• To do: Complete, exact copies of all entries are needed.
------------------------------------------------------------
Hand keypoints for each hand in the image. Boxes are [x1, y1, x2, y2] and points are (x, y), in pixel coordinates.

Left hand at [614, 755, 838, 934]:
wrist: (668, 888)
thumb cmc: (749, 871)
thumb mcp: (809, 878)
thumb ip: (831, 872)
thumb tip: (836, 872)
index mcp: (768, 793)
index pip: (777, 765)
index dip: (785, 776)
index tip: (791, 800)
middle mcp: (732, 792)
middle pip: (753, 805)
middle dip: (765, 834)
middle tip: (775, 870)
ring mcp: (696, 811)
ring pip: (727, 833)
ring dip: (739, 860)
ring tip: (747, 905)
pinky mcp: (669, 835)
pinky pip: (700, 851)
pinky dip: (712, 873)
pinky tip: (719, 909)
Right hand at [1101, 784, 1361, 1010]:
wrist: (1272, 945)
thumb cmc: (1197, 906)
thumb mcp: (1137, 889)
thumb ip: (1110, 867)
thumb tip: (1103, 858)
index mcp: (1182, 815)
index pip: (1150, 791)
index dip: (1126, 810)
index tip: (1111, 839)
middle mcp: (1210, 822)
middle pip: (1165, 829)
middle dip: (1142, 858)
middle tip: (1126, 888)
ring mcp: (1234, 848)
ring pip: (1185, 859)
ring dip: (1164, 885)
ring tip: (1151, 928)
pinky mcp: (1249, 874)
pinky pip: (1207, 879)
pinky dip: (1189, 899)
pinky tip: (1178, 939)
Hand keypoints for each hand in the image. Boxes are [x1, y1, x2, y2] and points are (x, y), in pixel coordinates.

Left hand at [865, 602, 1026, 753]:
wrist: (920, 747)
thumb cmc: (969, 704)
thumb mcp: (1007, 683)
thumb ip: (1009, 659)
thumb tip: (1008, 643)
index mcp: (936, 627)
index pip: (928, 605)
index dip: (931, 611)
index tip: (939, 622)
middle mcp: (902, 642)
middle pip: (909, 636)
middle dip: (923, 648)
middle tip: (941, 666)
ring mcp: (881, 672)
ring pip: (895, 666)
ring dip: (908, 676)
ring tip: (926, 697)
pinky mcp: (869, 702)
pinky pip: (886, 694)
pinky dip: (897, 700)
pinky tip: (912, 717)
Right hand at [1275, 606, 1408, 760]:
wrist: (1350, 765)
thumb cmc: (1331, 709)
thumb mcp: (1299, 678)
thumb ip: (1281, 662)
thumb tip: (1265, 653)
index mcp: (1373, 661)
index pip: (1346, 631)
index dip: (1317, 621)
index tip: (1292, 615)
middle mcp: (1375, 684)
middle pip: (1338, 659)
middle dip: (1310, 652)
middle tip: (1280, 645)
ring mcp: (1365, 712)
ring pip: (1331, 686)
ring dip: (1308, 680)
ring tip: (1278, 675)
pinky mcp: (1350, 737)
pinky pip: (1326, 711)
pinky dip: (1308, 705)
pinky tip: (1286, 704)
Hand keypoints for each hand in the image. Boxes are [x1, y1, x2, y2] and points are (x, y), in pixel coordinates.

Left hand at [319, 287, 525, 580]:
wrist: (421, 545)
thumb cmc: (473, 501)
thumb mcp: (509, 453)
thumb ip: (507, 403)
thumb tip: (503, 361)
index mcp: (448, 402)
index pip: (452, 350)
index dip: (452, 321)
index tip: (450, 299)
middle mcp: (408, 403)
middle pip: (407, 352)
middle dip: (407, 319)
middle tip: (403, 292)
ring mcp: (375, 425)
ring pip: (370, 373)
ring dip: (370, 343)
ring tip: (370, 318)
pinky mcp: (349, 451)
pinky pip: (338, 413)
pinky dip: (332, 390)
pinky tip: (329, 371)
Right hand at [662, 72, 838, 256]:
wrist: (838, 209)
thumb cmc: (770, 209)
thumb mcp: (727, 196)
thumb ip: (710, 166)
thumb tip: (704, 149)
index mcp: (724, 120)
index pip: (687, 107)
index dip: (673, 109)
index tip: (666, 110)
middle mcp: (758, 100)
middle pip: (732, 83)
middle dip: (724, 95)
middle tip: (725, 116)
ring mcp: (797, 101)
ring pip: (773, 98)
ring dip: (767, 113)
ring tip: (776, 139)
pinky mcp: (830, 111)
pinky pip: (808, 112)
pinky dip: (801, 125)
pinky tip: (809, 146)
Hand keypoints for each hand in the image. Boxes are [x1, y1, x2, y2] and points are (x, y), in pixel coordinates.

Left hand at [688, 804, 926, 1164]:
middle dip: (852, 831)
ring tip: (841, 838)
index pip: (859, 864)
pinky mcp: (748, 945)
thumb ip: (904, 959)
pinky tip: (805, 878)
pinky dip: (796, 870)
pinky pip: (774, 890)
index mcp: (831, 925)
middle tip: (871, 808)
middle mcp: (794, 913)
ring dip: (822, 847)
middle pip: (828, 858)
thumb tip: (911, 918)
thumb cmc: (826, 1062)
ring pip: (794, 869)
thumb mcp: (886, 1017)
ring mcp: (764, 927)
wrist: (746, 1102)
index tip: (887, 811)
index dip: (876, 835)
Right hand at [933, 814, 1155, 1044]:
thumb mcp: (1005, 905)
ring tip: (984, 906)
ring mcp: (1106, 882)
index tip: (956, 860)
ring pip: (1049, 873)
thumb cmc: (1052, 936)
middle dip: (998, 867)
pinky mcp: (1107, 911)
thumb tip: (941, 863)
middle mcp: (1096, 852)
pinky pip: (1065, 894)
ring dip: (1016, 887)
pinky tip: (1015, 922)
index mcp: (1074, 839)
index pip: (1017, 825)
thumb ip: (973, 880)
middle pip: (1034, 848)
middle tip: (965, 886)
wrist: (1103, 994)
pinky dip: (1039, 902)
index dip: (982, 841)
------------------------------------------------------------
• Output for this exercise:
Hand keypoints for each hand in the image. Boxes are [x1, y1, x2, y2] and points are (x, y), in pixel coordinates.

Left hand at [614, 755, 838, 934]:
wrist: (668, 888)
thumb cmc: (749, 871)
thumb mcp: (809, 878)
thumb ip: (831, 872)
thumb tip: (836, 872)
index mcp: (768, 793)
index pip: (777, 765)
index dip: (785, 776)
index tip: (791, 800)
middle mcp: (732, 792)
middle pip: (753, 805)
middle dip: (765, 834)
middle tip: (775, 870)
ring mcp: (696, 811)
ring pip: (727, 833)
ring dip: (739, 860)
ring tip: (747, 905)
pinky mcp: (669, 835)
pinky pip: (700, 851)
pinky dip: (712, 873)
pinky tip: (719, 909)
Right hand at [1101, 784, 1361, 1010]:
wrist: (1272, 945)
thumb cmc: (1197, 906)
thumb mcp: (1137, 889)
thumb ip: (1110, 867)
thumb tip: (1103, 858)
index mcp: (1182, 815)
index pip: (1150, 791)
index dip: (1126, 810)
index tip: (1111, 839)
middle mcp: (1210, 822)
middle pip: (1165, 829)
middle dip: (1142, 858)
middle tip: (1126, 888)
ring mcp: (1234, 848)
ring pip: (1185, 859)
ring dip: (1164, 885)
ring tip: (1151, 928)
pinky mcp: (1249, 874)
pinky pip: (1207, 879)
pinky dip: (1189, 899)
pinky tip: (1178, 939)
Hand keypoints for each hand in the image. Boxes are [x1, y1, x2, y2] and points are (x, y), in pixel coordinates.

Left hand at [865, 602, 1026, 753]:
wrist: (920, 747)
thumb cmc: (969, 704)
thumb mcp: (1007, 683)
thumb ip: (1009, 659)
thumb tip: (1008, 643)
index mcp: (936, 627)
index pip: (928, 605)
index dip: (931, 611)
index tip: (939, 622)
middle mcp: (902, 642)
middle pip: (909, 636)
middle dip: (923, 648)
middle tip: (941, 666)
ring mcp: (881, 672)
ring pip: (895, 666)
ring dip: (908, 676)
ring tip: (926, 697)
pinky mcp: (869, 702)
pinky pip: (886, 694)
pinky dip: (897, 700)
pinky tip: (912, 717)
Right hand at [1275, 606, 1408, 760]:
wrist: (1350, 765)
thumb cmc: (1331, 709)
thumb mcp: (1299, 678)
thumb ip: (1281, 662)
thumb tip: (1265, 653)
index mcp: (1373, 661)
index pip: (1346, 631)
index dip: (1317, 621)
index tip: (1292, 615)
middle mcp: (1375, 684)
middle pip: (1338, 659)
middle dip: (1310, 652)
middle tip: (1280, 645)
ring mcp: (1365, 712)
ring pip: (1331, 686)
ring dip: (1308, 680)
ring tip: (1278, 675)
pinky mcp: (1350, 737)
pinky pip: (1326, 711)
pinky dip: (1308, 705)
pinky tip: (1286, 704)
Hand keypoints for each hand in the image. Boxes are [x1, y1, x2, y2] and points are (x, y), in pixel coordinates.

Left hand at [319, 287, 525, 580]:
wrist: (421, 545)
thumb cmc: (473, 501)
thumb mcp: (509, 453)
thumb ip: (507, 403)
thumb tip: (503, 361)
index mcp: (448, 402)
index pip: (452, 350)
index dip: (452, 321)
index tip: (450, 299)
middle mcp: (408, 403)
middle pip: (407, 352)
middle dip: (407, 319)
middle tip: (403, 292)
ring mcp: (375, 425)
ring pip: (370, 373)
ring dip: (370, 343)
ring tip: (370, 318)
pinky mcp: (349, 451)
pinky pip: (338, 413)
pinky dip: (332, 390)
pinky tip: (329, 371)
Right hand at [662, 72, 838, 256]:
wrist: (838, 209)
thumb cmc: (770, 209)
thumb mcp: (727, 196)
thumb ip: (710, 166)
thumb tip: (704, 149)
index mcp: (724, 120)
index pip: (687, 107)
index dip: (673, 109)
index tip: (666, 110)
middle mcp: (758, 100)
middle pip: (732, 83)
middle dip: (724, 95)
middle tip: (725, 116)
ring mcp: (797, 101)
ring pip: (773, 98)
ring dip: (767, 113)
ring tip: (776, 139)
pinky mcp: (830, 111)
pinky pip: (808, 112)
pinky dip: (801, 125)
pinky tip: (809, 146)
Hand keypoints for each hand in the image. Boxes are [x1, y1, x2, y2] and points are (x, y), in pixel coordinates.

Left hand at [688, 804, 926, 1164]:
middle dip: (852, 831)
ring tip: (841, 838)
index pip: (859, 864)
pinky mcp: (748, 945)
thumb ip: (904, 959)
pinky tip: (805, 878)
pinky dip: (796, 870)
pinky pip: (774, 890)
index mcp: (831, 925)
middle tip: (871, 808)
middle mcp: (794, 913)
ring dip: (822, 847)
middle pip: (828, 858)
thumb tip: (911, 918)
thumb cmc: (826, 1062)
ring pip: (794, 869)
thumb mcp: (886, 1017)
ring mcp: (764, 927)
wrist: (746, 1102)
index tip: (887, 811)
index dip: (876, 835)
Right hand at [933, 814, 1155, 1044]:
thumb mcp: (1005, 905)
ring tip: (984, 906)
ring mcp: (1106, 882)
index tip: (956, 860)
ring pip: (1049, 873)
thumb cmc: (1052, 936)
middle dip: (998, 867)
pinky mcp: (1107, 911)
thumb tip: (941, 863)
middle mcp: (1096, 852)
pinky pip: (1065, 894)
ring dip: (1016, 887)
pinky tip: (1015, 922)
index mcp: (1074, 839)
index pip: (1017, 825)
thumb ip: (973, 880)
middle pip: (1034, 848)
middle tip: (965, 886)
wrist: (1103, 994)
pinky dip: (1039, 902)
index dip: (982, 841)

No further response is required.